• _Exercise_: Write out each line of the records that has "halo" in it.

• _Extracted records_:

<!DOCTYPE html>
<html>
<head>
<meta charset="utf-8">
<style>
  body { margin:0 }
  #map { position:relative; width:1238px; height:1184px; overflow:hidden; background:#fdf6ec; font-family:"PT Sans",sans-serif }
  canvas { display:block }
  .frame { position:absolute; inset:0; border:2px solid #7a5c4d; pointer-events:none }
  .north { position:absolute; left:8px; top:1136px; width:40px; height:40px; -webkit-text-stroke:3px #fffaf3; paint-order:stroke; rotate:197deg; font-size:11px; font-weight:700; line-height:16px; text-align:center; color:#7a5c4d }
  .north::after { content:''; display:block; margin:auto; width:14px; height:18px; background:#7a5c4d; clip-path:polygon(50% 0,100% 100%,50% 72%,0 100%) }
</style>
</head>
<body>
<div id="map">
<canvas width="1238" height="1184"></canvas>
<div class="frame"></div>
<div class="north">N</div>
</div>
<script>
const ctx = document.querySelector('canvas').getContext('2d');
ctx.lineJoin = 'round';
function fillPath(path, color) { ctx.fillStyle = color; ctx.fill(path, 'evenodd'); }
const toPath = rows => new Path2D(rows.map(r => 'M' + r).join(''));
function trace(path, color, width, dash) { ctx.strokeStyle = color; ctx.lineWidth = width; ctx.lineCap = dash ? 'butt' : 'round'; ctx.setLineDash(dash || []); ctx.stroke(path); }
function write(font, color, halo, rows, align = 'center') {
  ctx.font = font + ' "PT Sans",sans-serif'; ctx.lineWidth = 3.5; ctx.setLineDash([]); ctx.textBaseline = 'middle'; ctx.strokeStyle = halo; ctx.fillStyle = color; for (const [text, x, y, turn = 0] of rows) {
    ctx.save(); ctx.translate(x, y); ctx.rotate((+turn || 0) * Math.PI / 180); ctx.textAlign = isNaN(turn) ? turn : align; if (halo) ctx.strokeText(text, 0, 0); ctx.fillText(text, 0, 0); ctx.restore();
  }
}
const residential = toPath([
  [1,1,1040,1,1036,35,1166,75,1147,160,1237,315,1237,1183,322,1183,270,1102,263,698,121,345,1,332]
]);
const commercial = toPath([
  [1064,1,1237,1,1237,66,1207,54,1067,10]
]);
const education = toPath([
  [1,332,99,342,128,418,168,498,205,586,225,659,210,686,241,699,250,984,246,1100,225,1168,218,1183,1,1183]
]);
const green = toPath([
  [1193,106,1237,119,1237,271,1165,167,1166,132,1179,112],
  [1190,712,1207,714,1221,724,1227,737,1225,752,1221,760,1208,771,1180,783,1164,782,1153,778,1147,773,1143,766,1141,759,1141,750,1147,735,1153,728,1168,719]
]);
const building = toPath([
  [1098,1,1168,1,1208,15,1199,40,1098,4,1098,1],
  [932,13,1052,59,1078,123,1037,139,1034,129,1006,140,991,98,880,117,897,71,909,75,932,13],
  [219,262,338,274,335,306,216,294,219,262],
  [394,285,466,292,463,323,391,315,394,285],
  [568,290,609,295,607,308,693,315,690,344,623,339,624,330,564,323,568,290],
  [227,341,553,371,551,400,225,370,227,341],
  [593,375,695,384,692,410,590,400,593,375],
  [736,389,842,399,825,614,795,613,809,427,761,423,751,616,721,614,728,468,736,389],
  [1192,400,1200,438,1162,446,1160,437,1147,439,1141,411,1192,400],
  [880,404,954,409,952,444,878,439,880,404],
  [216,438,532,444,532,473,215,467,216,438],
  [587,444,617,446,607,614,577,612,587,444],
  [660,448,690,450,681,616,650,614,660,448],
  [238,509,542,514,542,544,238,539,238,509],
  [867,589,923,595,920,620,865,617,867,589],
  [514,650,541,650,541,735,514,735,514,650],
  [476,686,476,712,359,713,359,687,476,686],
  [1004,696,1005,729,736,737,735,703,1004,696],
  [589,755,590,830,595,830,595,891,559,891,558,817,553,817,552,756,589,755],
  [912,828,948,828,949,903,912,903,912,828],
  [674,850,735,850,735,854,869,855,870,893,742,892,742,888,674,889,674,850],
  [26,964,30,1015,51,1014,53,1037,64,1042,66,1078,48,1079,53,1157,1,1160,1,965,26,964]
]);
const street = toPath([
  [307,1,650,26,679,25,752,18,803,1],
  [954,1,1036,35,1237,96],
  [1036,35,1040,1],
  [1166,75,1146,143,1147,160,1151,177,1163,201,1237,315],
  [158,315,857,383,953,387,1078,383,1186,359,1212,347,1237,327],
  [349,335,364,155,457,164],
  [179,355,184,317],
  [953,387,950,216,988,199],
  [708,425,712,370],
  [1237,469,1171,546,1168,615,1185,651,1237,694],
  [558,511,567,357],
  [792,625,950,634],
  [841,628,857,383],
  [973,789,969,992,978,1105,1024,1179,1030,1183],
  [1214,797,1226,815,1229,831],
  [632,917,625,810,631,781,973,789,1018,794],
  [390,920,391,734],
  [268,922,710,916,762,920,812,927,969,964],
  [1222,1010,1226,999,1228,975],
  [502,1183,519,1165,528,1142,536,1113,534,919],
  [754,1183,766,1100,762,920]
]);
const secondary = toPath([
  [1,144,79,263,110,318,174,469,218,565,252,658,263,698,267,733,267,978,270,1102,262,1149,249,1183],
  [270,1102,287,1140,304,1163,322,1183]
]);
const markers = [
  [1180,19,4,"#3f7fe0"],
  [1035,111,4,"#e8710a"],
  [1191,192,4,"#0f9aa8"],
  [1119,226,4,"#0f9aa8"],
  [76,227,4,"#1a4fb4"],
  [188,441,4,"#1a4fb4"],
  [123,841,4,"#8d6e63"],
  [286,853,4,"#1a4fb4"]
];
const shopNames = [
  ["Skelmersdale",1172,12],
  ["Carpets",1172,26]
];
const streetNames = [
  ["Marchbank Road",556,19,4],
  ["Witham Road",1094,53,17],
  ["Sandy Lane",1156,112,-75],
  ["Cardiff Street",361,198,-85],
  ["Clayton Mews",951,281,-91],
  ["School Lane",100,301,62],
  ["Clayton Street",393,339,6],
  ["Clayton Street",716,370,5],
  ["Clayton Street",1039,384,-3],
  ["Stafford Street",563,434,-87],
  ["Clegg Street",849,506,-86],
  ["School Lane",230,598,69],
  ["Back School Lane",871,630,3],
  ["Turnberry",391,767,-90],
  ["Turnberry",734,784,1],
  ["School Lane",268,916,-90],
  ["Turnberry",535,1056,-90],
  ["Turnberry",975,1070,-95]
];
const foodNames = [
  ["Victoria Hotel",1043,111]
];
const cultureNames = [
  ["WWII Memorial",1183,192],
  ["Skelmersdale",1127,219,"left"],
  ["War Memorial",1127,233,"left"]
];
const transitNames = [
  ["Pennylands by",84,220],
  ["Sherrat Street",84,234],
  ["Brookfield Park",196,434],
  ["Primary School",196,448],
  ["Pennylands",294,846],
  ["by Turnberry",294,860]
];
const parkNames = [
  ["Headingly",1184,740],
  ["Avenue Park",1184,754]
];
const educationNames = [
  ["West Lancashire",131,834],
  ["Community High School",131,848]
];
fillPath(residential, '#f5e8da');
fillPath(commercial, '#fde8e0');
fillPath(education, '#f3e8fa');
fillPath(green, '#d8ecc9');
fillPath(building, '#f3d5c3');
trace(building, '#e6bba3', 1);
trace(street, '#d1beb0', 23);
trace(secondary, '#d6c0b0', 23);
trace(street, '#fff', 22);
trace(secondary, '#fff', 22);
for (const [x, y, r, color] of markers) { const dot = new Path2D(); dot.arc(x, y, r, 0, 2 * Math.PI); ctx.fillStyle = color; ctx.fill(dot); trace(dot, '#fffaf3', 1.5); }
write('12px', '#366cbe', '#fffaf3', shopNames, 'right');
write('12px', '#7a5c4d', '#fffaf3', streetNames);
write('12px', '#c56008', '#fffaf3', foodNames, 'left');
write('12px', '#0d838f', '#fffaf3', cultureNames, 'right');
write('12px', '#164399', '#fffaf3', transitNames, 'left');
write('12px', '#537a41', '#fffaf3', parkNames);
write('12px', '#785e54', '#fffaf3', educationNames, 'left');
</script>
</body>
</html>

• _Task result_:
function write(font, color, halo, rows, align = 'center') {
  ctx.font = font + ' "PT Sans",sans-serif'; ctx.lineWidth = 3.5; ctx.setLineDash([]); ctx.textBaseline = 'middle'; ctx.strokeStyle = halo; ctx.fillStyle = color; for (const [text, x, y, turn = 0] of rows) {
    ctx.save(); ctx.translate(x, y); ctx.rotate((+turn || 0) * Math.PI / 180); ctx.textAlign = isNaN(turn) ? turn : align; if (halo) ctx.strokeText(text, 0, 0); ctx.fillText(text, 0, 0); ctx.restore();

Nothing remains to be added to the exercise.